── STORED DATA ──
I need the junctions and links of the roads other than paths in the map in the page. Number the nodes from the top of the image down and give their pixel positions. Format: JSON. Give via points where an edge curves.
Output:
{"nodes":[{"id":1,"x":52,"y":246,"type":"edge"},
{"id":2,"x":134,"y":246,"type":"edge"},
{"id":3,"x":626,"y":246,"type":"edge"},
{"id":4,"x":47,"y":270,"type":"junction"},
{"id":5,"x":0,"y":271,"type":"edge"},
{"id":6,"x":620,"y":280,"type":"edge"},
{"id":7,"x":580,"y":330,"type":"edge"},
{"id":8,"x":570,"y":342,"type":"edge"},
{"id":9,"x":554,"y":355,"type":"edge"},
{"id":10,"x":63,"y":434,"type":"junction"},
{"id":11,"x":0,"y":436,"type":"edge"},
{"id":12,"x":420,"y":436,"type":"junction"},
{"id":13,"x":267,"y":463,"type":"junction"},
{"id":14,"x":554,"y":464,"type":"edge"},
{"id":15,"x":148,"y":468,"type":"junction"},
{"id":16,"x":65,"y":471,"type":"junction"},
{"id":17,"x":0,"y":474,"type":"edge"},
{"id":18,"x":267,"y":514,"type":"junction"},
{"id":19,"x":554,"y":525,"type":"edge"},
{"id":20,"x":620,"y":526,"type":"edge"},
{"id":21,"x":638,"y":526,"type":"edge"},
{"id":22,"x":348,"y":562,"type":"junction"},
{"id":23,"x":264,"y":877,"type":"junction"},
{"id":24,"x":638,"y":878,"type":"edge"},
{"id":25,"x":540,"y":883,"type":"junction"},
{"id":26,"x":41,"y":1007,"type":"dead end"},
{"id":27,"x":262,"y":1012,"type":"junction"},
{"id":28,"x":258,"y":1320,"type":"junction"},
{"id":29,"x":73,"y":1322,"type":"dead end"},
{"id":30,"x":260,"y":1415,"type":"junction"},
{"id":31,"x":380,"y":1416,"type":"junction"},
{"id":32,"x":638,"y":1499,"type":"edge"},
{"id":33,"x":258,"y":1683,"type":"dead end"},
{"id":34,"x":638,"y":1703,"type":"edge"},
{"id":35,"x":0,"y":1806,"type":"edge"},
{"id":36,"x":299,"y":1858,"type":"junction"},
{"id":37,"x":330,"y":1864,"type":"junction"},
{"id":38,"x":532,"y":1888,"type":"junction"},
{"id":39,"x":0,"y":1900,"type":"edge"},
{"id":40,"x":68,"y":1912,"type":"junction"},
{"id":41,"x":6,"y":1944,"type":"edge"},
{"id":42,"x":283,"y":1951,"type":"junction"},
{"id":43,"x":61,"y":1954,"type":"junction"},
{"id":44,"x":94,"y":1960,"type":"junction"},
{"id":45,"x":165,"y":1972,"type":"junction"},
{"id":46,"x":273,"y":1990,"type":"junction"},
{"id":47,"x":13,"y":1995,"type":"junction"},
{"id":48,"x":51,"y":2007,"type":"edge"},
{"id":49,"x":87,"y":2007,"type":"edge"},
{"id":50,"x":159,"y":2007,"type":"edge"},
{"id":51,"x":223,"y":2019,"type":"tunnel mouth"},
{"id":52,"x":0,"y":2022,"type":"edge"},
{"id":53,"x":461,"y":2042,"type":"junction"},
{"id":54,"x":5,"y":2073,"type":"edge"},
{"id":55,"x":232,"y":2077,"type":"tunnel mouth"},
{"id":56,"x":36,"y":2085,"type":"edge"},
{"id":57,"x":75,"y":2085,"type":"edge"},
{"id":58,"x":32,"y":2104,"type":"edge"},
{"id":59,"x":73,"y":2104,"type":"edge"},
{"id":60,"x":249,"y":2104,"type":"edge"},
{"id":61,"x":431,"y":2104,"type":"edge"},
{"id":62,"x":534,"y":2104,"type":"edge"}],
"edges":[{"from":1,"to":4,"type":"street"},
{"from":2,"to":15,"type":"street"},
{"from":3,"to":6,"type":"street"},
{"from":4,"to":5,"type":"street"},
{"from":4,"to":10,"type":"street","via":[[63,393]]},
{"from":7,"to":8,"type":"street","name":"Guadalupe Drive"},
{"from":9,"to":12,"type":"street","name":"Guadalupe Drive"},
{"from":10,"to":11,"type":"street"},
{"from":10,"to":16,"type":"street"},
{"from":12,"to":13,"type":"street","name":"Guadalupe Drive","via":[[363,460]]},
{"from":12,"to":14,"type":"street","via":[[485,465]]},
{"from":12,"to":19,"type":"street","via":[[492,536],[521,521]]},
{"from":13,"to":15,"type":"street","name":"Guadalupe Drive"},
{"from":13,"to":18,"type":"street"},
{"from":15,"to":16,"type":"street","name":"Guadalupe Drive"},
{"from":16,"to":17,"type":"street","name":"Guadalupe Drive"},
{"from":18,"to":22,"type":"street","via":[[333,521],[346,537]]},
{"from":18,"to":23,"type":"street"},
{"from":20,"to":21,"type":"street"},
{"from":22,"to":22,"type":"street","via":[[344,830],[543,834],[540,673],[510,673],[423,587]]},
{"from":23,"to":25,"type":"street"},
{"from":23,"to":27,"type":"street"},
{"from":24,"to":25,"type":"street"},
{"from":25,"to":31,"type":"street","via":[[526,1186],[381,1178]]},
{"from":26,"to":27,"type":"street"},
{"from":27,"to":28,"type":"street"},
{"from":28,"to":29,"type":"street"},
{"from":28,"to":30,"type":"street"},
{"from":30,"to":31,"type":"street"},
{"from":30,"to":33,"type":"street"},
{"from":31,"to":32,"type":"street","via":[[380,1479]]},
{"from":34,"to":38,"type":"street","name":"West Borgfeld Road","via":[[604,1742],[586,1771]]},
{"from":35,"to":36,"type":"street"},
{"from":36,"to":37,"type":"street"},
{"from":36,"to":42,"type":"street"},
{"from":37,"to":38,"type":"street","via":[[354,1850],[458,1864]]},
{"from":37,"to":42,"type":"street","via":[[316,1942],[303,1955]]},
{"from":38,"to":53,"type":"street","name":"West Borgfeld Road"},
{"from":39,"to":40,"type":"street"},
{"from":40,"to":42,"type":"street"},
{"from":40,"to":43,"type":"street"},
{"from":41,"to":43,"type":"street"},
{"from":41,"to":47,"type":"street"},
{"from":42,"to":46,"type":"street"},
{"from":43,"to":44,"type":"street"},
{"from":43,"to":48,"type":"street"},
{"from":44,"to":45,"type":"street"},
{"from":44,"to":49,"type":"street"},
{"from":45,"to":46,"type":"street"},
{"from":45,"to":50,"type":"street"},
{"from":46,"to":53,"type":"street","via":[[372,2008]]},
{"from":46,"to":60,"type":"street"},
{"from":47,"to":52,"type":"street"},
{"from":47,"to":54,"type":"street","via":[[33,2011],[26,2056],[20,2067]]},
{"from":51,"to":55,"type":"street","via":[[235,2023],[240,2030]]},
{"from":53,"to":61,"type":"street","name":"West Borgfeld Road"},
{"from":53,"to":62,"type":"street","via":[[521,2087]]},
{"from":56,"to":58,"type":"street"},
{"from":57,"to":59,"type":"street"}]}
───
REQUIRED ACTION ▸ For every line in the entries above that contains "Guadalupe", add one to a count, and give that number by itself.

TASK RESULT ▸ 6